HaLoRA: Hardware-aware Low-Rank Adaptation for Large Language Models Based on Hybrid Compute-in-Memory Architecture

Wu, Taiqiang, Ding, Chenchen, Zhou, Wenyong, Cheng, Yuxin, Feng, Xincheng, Wang, Shuqi, Shi, Chufan, Liu, Zhengwu, Wong, Ngai

arXiv.org Artificial Intelligence 

--Low-rank adaptation (LoRA) is a predominant parameter-efficient finetuning method to adapt large language models (LLMs) for downstream tasks. In this paper, we first propose to deploy the LoRA-finetuned LLMs on the hybrid compute-in-memory (CIM) architecture (i.e., pretrained weights onto RRAM and LoRA onto SRAM).
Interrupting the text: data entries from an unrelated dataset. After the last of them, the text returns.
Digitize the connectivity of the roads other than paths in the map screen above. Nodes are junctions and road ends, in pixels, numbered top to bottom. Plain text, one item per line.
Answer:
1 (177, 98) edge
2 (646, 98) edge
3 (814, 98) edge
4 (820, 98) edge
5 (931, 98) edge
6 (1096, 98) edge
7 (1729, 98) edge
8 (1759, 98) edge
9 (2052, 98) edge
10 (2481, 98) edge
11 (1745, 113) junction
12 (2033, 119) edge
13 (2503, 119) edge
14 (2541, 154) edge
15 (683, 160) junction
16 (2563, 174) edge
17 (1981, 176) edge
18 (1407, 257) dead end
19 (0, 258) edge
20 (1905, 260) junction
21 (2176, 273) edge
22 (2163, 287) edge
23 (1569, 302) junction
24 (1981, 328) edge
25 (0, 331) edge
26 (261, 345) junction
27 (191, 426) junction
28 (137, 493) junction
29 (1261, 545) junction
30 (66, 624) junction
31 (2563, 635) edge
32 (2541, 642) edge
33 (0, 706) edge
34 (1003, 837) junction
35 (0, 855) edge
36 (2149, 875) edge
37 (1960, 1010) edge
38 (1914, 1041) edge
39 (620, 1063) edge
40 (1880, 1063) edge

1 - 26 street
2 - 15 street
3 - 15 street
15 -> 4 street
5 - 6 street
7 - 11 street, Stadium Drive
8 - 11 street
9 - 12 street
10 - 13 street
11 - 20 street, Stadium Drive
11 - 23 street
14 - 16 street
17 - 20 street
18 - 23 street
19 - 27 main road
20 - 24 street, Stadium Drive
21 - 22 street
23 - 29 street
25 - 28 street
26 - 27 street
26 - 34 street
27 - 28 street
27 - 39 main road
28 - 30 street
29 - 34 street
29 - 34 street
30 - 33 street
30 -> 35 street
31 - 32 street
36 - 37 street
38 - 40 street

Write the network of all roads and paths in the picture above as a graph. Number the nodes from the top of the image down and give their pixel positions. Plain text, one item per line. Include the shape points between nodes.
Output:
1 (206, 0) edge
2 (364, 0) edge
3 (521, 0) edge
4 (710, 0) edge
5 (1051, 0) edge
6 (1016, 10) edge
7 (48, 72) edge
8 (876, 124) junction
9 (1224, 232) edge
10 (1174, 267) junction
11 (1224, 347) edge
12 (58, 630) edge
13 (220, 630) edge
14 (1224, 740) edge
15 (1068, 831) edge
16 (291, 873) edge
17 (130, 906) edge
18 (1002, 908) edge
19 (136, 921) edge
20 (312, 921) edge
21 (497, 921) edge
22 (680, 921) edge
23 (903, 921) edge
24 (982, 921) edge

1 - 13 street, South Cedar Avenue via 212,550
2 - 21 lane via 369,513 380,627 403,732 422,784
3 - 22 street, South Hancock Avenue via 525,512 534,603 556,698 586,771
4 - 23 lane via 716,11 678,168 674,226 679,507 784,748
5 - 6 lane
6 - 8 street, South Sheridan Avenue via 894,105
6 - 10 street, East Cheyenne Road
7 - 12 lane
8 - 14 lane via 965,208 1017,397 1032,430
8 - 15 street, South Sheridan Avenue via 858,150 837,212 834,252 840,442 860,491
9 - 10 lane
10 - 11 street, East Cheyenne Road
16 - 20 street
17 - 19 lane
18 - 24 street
T o address performance degradation from RRAM's inherent noise, we design a novel Hardware-aware Low-rank Adaption (HaLoRA) method, aiming to train a LoRA branch that is both robust and accurate by aligning the training objectives under both ideal and noisy conditions. Experiments finetuning LLaMA 3.2 1B and 3B demonstrate HaLoRA's effectiveness across multiple reasoning tasks, achieving up to 22.7 improvement in average score while maintaining robustness at various noise levels. Large language models (LLMs), such as GPT -4 [9], LLaMA [6], and Qwen [10], have demonstrated promising performance in various Natural Language Processing (NLP) tasks. However, this success, primarily driven by massive model parameters, brings forth two critical challenges in practical applications. First, adapting LLMs to downstream tasks via full model fine-tuning requires prohibitive computational resources.